Moda Dokumacılık Konfeksiyoncular Sitesi (MTK) İdare Şurası Lideri Abdullah Salkım: Yüzlerce işletme ve binlerce çalışanla birlikte 2021’den beklentilerimiz büyük. Tüm zorluklara rağmen 2020 yılında hem üretim hem de istihdama katkı koymayı sürdürdük. MTK ailesi olarak her şeye rağmen istihdamın daralmaması için elimizi taşın altına koyduk. Patronlarımız büyük bir özveriyle çalışanlarına sahip çıktı. İşveren-işçi dayanışması ile 2020 yılını daima birlikte büyük bir özveri ve işbirliğiyle geride bırakıyoruz. Pandemi periyodunda de gelinlik dalında üretim aralıksız sürüyor. Lakin beklentimiz 2021 yılı ile birlikte talebin artması tarafında. Koronavirüs salgını denetim altına alındığı an bilhassa gelinlik bölümünde büyük bir talep patlaması bekliyoruz. MTK olarak da 2021’den umutluyuz. Yeni yıldan beklentimiz büyük.
İzmir İş Bayanları Derneği (İZİKAD) İdare Konseyi Lideri Betül Sezgin: 2021 yılının birinci çeyreğinden sonra global bazda da ulusal bazda da bir ayağa kalkma, istihdam başta olmak üzere ihracat ve üretimde süratli bir toparlanma bekliyoruz. Sıkıntı bir yılı geride bırakırken bilhassa ülkemizin piyasalardaki güvenilirliğini arttıracak başta hukukun üstünlüğü olmak üzere yapısal ıslahatların artık uygulanmasını umuyor, bekliyor ve diliyoruz.
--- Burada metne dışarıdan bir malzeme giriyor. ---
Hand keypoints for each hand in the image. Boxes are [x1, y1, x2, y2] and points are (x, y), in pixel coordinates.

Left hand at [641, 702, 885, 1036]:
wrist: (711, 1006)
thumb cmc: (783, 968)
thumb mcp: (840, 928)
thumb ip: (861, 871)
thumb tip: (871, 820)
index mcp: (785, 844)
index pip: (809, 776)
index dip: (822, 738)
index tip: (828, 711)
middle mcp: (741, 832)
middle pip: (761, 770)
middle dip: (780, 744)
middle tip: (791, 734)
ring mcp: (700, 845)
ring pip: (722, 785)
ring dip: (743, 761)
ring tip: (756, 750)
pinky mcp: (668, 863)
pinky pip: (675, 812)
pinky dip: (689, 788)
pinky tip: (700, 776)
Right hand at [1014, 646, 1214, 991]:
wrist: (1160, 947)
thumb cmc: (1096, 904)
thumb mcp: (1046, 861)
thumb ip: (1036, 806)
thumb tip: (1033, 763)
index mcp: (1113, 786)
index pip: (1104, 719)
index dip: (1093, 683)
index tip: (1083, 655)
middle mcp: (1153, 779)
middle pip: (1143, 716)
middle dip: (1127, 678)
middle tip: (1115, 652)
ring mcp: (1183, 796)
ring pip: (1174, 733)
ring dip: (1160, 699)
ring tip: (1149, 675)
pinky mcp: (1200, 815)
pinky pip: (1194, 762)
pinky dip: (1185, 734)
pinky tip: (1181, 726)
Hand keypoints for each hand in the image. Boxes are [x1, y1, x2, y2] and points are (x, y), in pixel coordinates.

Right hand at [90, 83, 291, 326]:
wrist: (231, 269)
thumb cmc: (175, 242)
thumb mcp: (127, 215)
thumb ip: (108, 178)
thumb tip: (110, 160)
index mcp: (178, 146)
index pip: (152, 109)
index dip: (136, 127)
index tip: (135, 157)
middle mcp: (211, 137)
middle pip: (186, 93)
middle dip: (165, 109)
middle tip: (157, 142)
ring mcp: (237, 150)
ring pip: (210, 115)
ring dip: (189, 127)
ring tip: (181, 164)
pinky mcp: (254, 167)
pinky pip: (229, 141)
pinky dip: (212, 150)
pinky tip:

Global dünyaya entegre bir Türkiye’nin global dinamikleri ıskalamadan, dış finans piyasalarının ülkemize bakışına sırtını dönen değil, Türkiye’nin de çıkarına olan adımları atmanın ehemmiyetine bir kere daha vurgu yapıyoruz.
İzmir Bayan Kuruluşları Birliği (İKKB) İdare Konseyi Lideri Huriye Serter: 2020 yılının bize olumlu tek katkısı dijitalleşme olmuştur diyebiliriz. 2021 yılına gelirsek, ekonomik manada global bir köy olan dünyada güçlü bir Türkiye olarak yer almak istiyorsak, öncelikli eğilmemiz gereken bahsin Türkiye’ye olan itimadı tekrar inşa etmek olmalıdır. Bunun yolu da hukukun üstünlüğü, ferdî hak ve özgürlükler, insan haklarına saygılı bir idare biçiminin tesis edildiği bir ülke olmaktan geçiyor. 2021 yılının Türkiye açısından dış alakalarda olumlu bir yönelime girmesi en kıymetli beklentimiz.
Ege Genç İş İnsanları Derneği (EGİAD) Lideri Mustafa Aslan: Türkiye’de de 2021’in ikinci yarısından itibaren daha rahat bir ekonomik ortama gireceğimizi öngörüyoruz. 2020’de yaşanan tüm zorluklara karşın, bu yılı yüzde 1’e yakın bir büyüme ile tamamlıyoruz. 2021 yılında ise son bir aylık vadede atılan olumlu adımların devam edeceği varsayımı ile yüzde 4’lük büyümeyi yakalayacağımızı düşünüyoruz yine yapılanma ya da ıslahat periyodu olarak isimlendirilen bu periyotta yalnızca şirketlerimizin global salgından sağ çıkması değil, bu çıkışın yüksek rekabet gücü ile birlikte olmasının sağlanması gereklidir. Zira global salgın, rekabet içinde olduğumuz, birebir kategorilerde gayret ettiğimiz ülkelerin önüne geçme bahtı vermiştir.